RBI Governor Sanjay Malhotra says India's macro fundamentals and external sector remain robust as borrowing, liquidity and rate outlook stay comfortable

(L-R) Shirish Chandra Murmu, Deputy Governor, RBI, Swaminathan Janakiraman, Deputy Governor, RBI, Sanjay Malhotra, Governor, RBI, T Rabi Sankar, Deputy Governor, RBI and Poonam Gupta, Deputy Governor, RBI (Photos: Kamlesh Pednekar)
(L-R) Shirish Chandra Murmu, Deputy Governor, RBI, Swaminathan Janakiraman, Deputy Governor, RBI, Sanjay Malhotra, Governor, RBI, T Rabi Sankar, Deputy Governor, RBI and Poonam Gupta, Deputy Governor, RBI (Photos: Kamlesh Pednekar)
BS Reporter Mumbai
5 min read Last Updated : Feb 06 2026 | 8:43 PM IST
Reserve Bank of India (RBI) Governor Sanjay Malhotra, along with Deputy Governors T Rabi Sankar, Swaminathan J, Poonam Gupta, and S C Murmu, addresses various issues during the post-policy media interaction. Edited excerpts:
 
How will the RBI manage the government’s large borrowing programme? 
Malhotra: On the government borrowing programme, we have been looking at the gross numbers, which I frankly do not think is the correct way to look at it. The way to look at it is this: We talk about ₹17 trillion, but there are significantly higher redemptions. As a result, the gross calendar will obviously be higher. However, in net terms, the government securities borrowing programme for this year is ₹11.53 trillion. For next year, it is projected at ₹11.73 trillion, an increase of ₹20,000 crore. 
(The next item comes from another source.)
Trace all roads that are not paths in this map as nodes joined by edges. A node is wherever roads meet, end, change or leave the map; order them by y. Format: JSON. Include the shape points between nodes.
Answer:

If the Budget size is going up by almost 8-9 per cent and gross domestic product (GDP) is expected to grow at 10 per cent, one would have expected borrowing growth of at least that magnitude. The increase is much lower. Secondly, money will be raised through treasury bills, which will help manage the yield curve better. We also find that the budgeted numbers for small savings are quite conservative. So, I think the government’s borrowing programme is on the lower side, and it should be able to raise these resources at very reasonable prices.
 
T Rabi Sankar: Buybacks are not factored in at this point. They are incorporated during the course of the year. To the extent that buybacks take place, the gross borrowing number will reduce accordingly.
 
Is there a discussion on curbing banks from parking funds in the SDF? And is a CD ratio of 80-81 per cent the new normal? 
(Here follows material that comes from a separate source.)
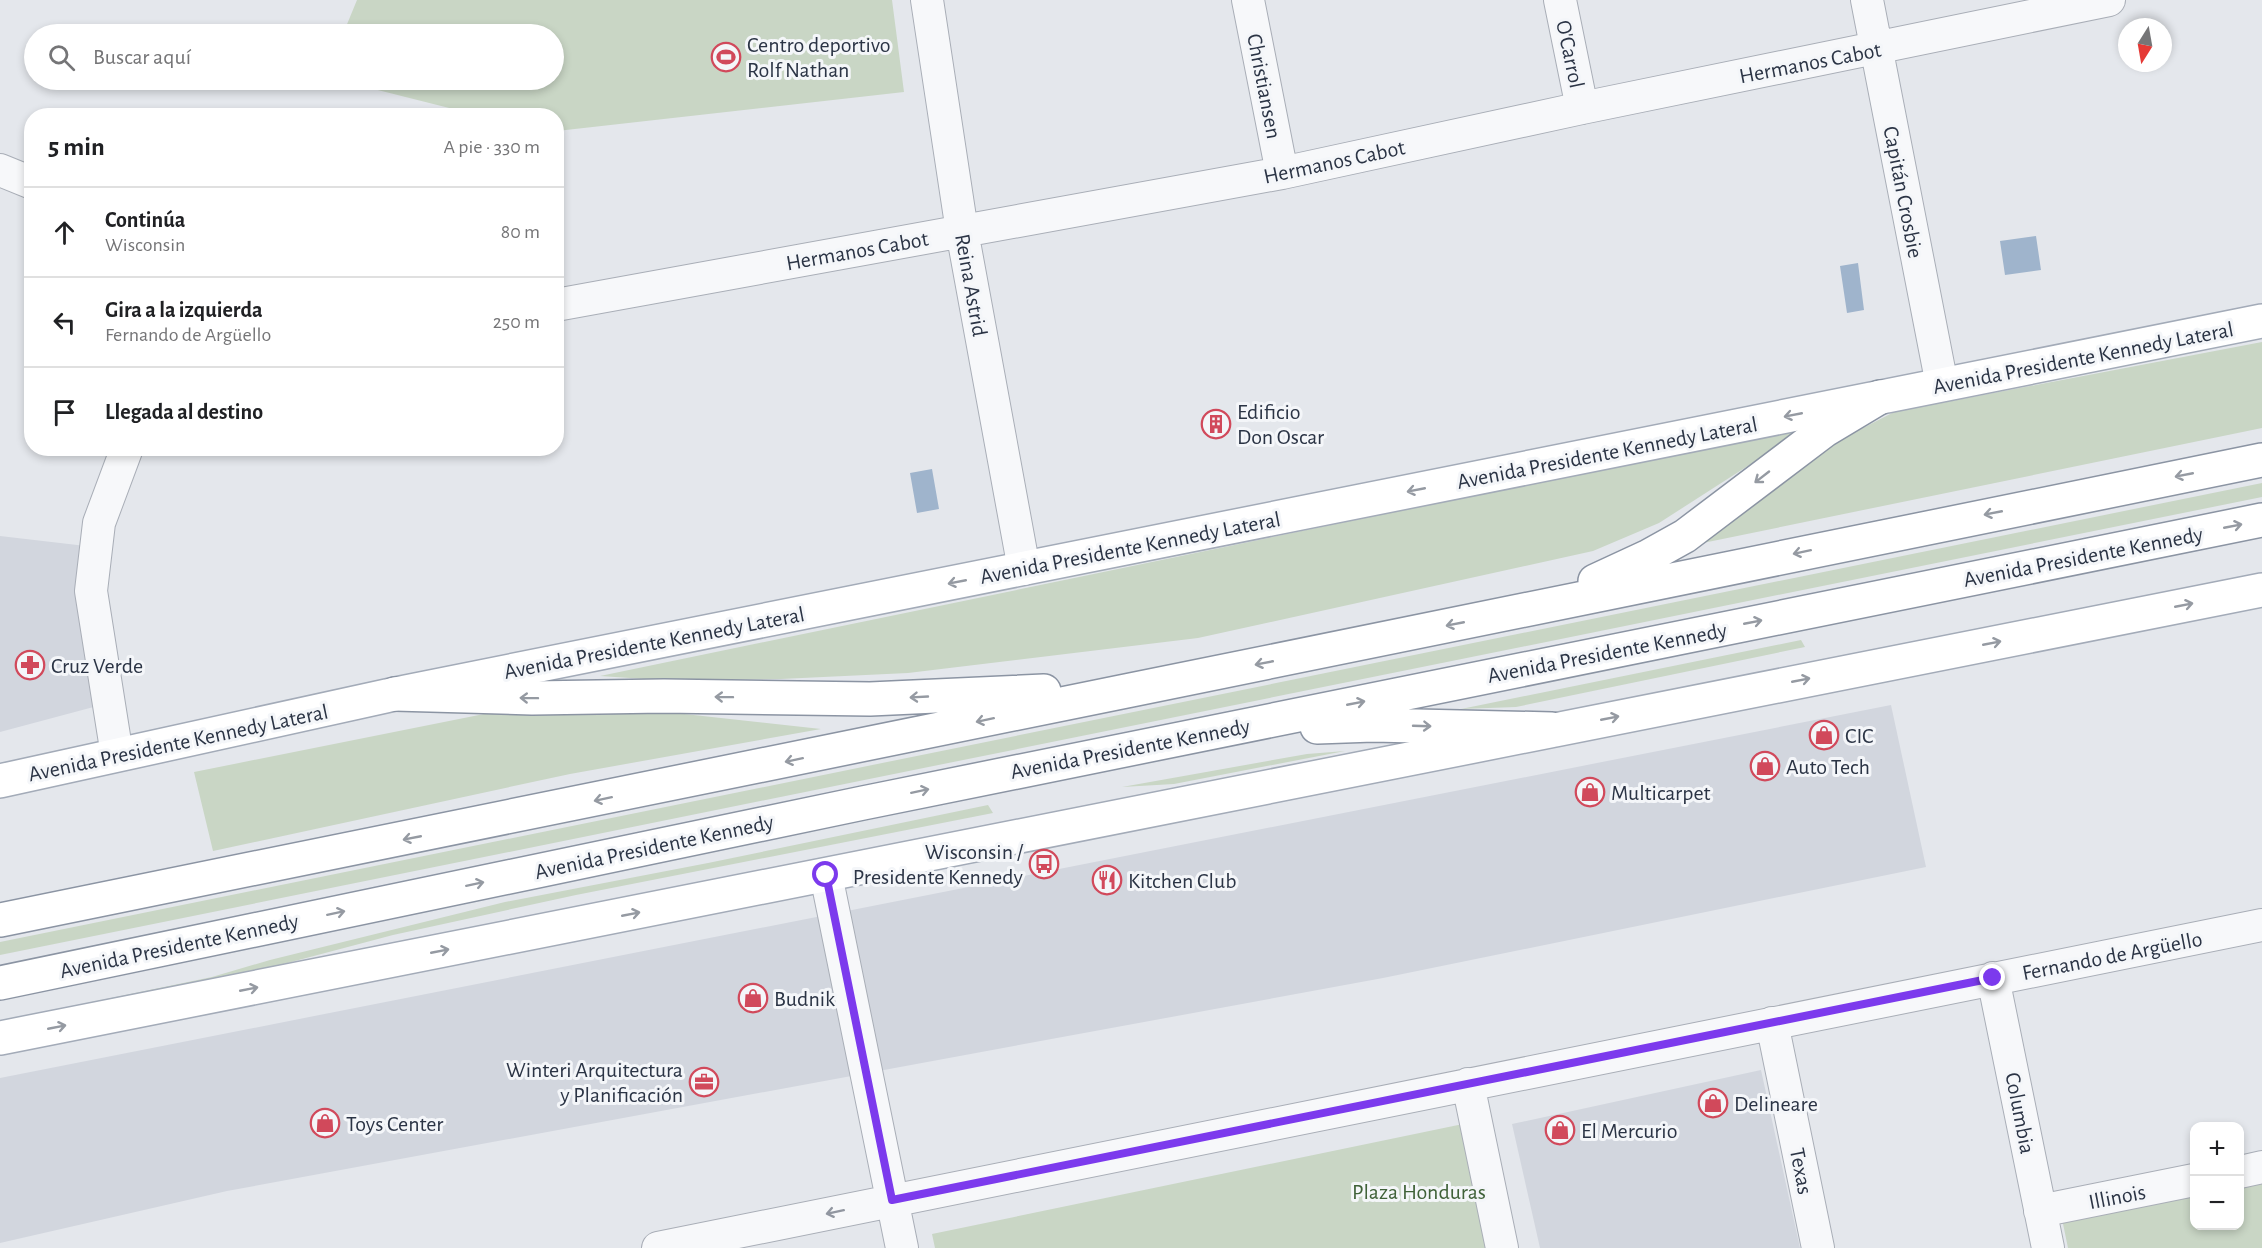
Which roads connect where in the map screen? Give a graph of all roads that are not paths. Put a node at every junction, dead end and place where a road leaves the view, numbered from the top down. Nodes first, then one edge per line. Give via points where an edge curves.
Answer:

At a time when credit growth is higher than deposit growth, it is expected that CD ratios will rise. At times when credit is not growing as much, CD ratios will decline. We have seen this happen over and over again.
 
There are periods when CD ratios increase and periods when they fall, depending on where banks are in the business cycle. That said, for us, it is not the CD ratio that is important. What is important is liquidity.
 
There is an LCR framework to monitor liquidity, as well as the net stable funding ratio (NSFR), which looks at medium-term liquidity. The LCR focuses on immediate or one-month liquidity. Both these metrics, for banks as well as non-bank financial companies, are at very comfortable levels.
 
There was no mention of an INR or balance of payments deficit in the policy. Is that because the RBI is comfortable with the external sector due to the trade deals? 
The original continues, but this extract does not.